California's Geographic Names: A Gazetteer of Historic & Modern Names of the State
The definitive gazetteer of California. This book lists more than 50,000 geographical features including topographical features such as ridges, peaks, canyons and valleys; water features such as streams, lakes, waterfalls and springs; and cultural features such as cities, towns, crossroads and railroad sidings.
Entries, divided into 11 multiple-county regions for ease of use, list general and specific locations for each feature as well as listing the United States government quadrangle map on which it appears. Many entries include information about who named the feature, when and why, as well as alternate or obsolete names. Each item of information is documented by citing the map, book or other source used.
Approximately 11,000 cross references provide easy access to secondary names, as well as to key words in multiword English-language names. The work contains bibliographic information for each of the thousands of references cited and is completely indexed.
This volume is useful to anyone interested in California history, geography or current events.

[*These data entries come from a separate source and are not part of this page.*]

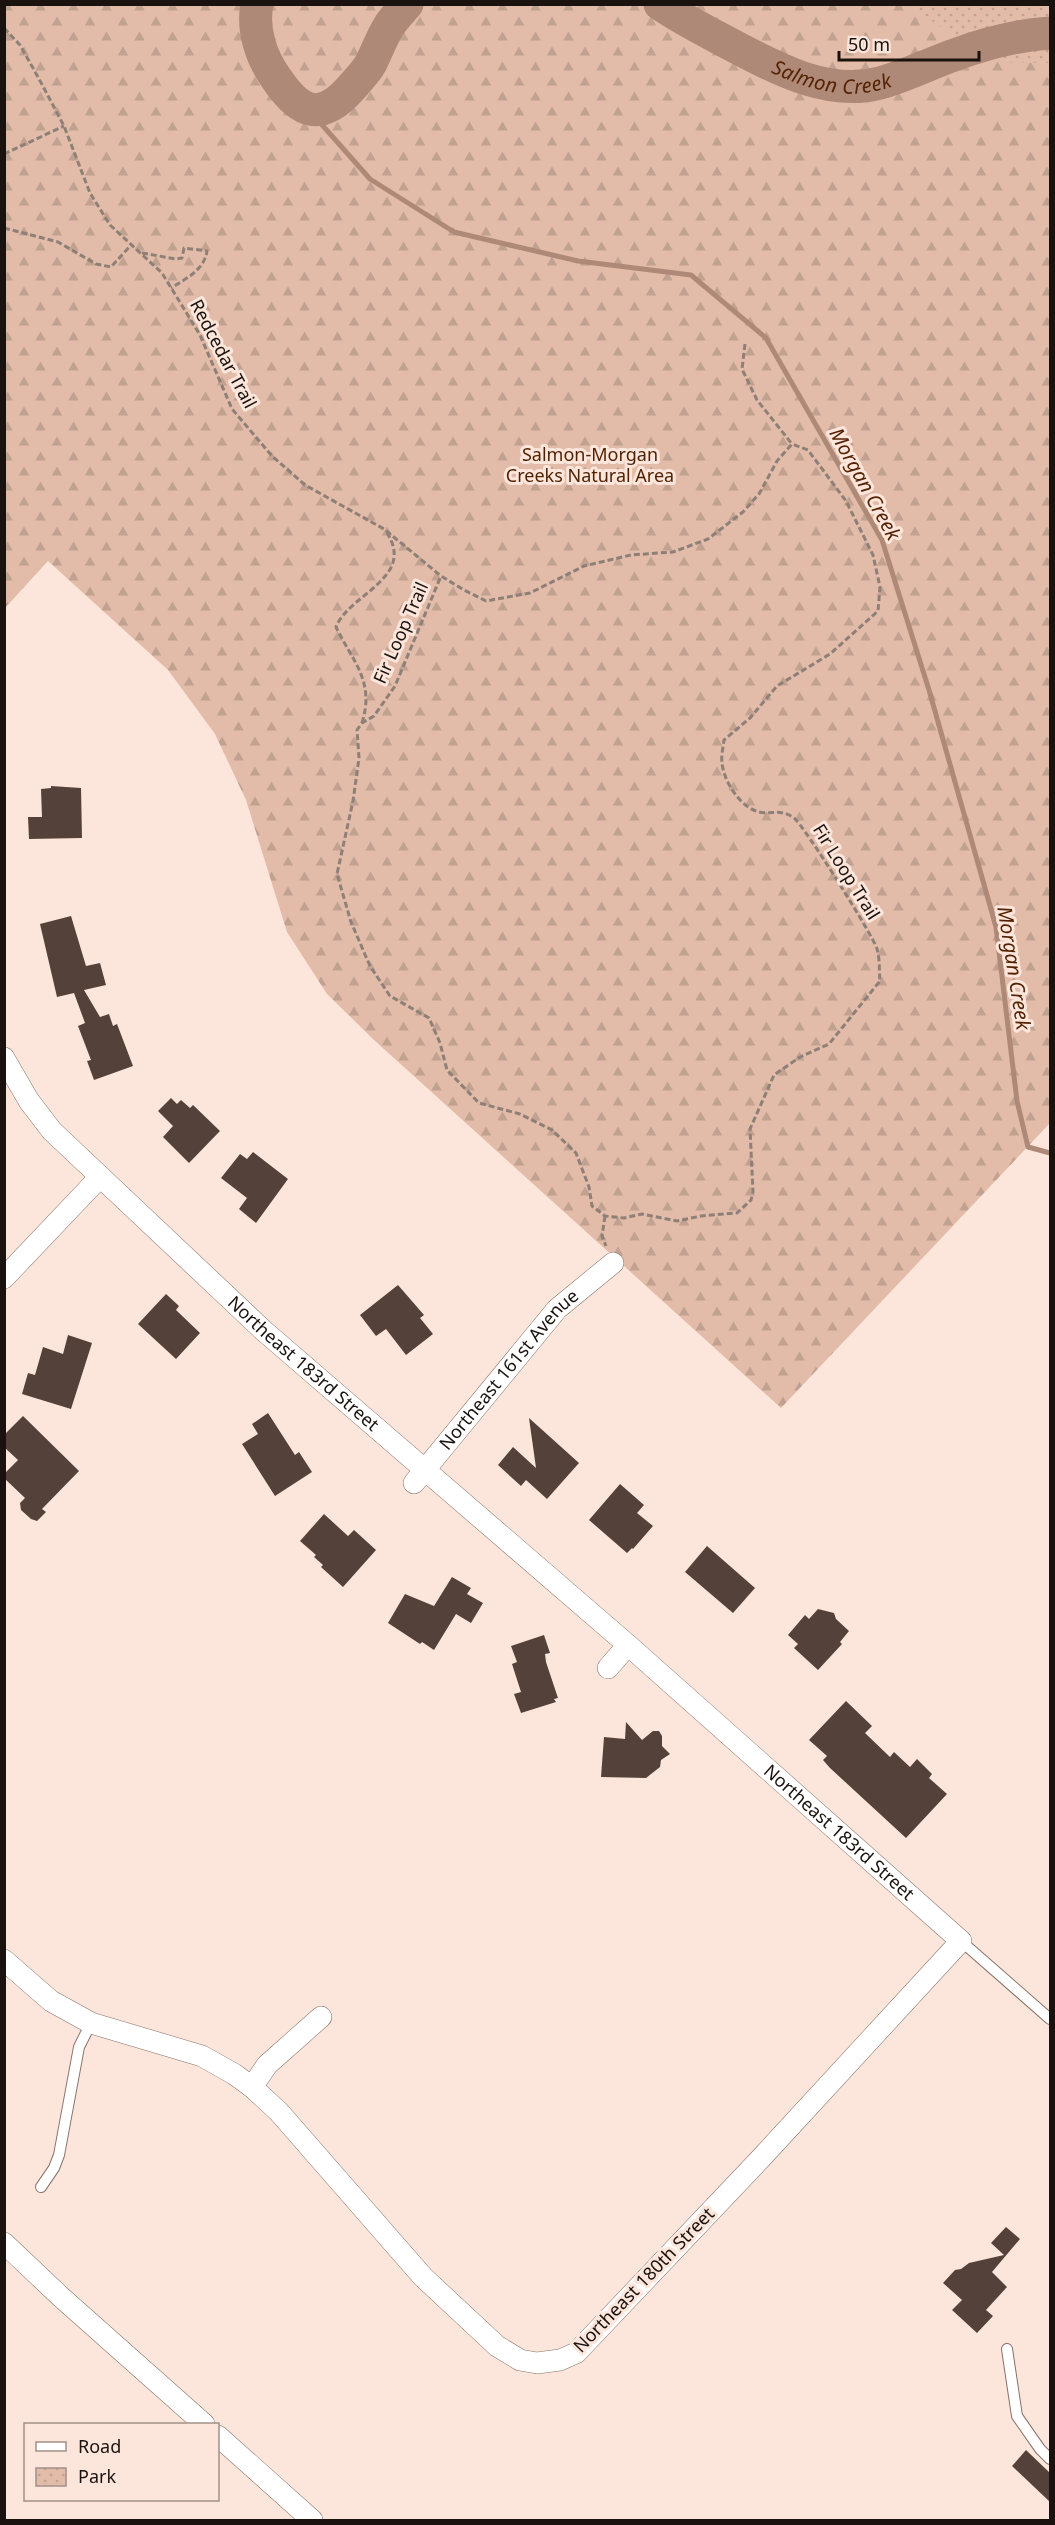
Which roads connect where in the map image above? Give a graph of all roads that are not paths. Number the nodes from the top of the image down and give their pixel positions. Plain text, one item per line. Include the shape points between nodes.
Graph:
1 (4, 1058) edge
2 (99, 1178) junction
3 (613, 1263) road end
4 (4, 1278) edge
5 (419, 1477) junction
6 (628, 1645) junction
7 (608, 1668) dead end
8 (961, 1941) junction
9 (4, 1960) edge
10 (321, 2017) dead end
11 (1050, 2019) edge
12 (91, 2023) junction
13 (252, 2087) junction
14 (41, 2187) dead end
15 (4, 2243) edge
16 (1007, 2349) dead end
17 (203, 2423) edge
18 (219, 2437) edge
19 (1050, 2459) edge
20 (312, 2520) edge

1 - 2 street, Northeast 183rd Street via 52,1131
2 - 4 street
2 - 5 street, Northeast 183rd Street
3 - 5 street, Northeast 161st Avenue via 557,1309
5 - 6 street, Northeast 183rd Street
6 - 7 street
6 - 8 street, Northeast 183rd Street
8 - 11 lane, Northeast 183rd Street
8 - 13 street, Northeast 180th Street via 576,2353 560,2360 519,2360 497,2346 423,2277 279,2112
9 - 12 street, Northeast 180th Street via 51,2001
10 - 13 street via 267,2065
12 - 13 street, Northeast 180th Street via 201,2056
12 - 14 lane via 79,2047 59,2155
15 - 17 street
16 - 19 lane via 1017,2416
18 - 20 street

What people are saying - Write a review
I'm reviewing one tiny, wee bit of this book: the entry about the Dos Palos Y. I grew up there. The location is incorrect. The Y is 11-12 miles east of Los Banos and 5 miles north of Dos Palos. The Y is the spot where Highways 152 and 33 blend moving north and west, or split moving south and east. Before the highway(s) were moved north when I was a child, the junction formed the letter Y, hence the name. The section of frontage road left after the move was renamed Azusa Avenue. I would like to know the source for "Dos Palos Wye". I have never heard that and have described why it is a Y. I can only imagine it was in a correspondence and spelled phonetically.
I hope other entries are more accurate.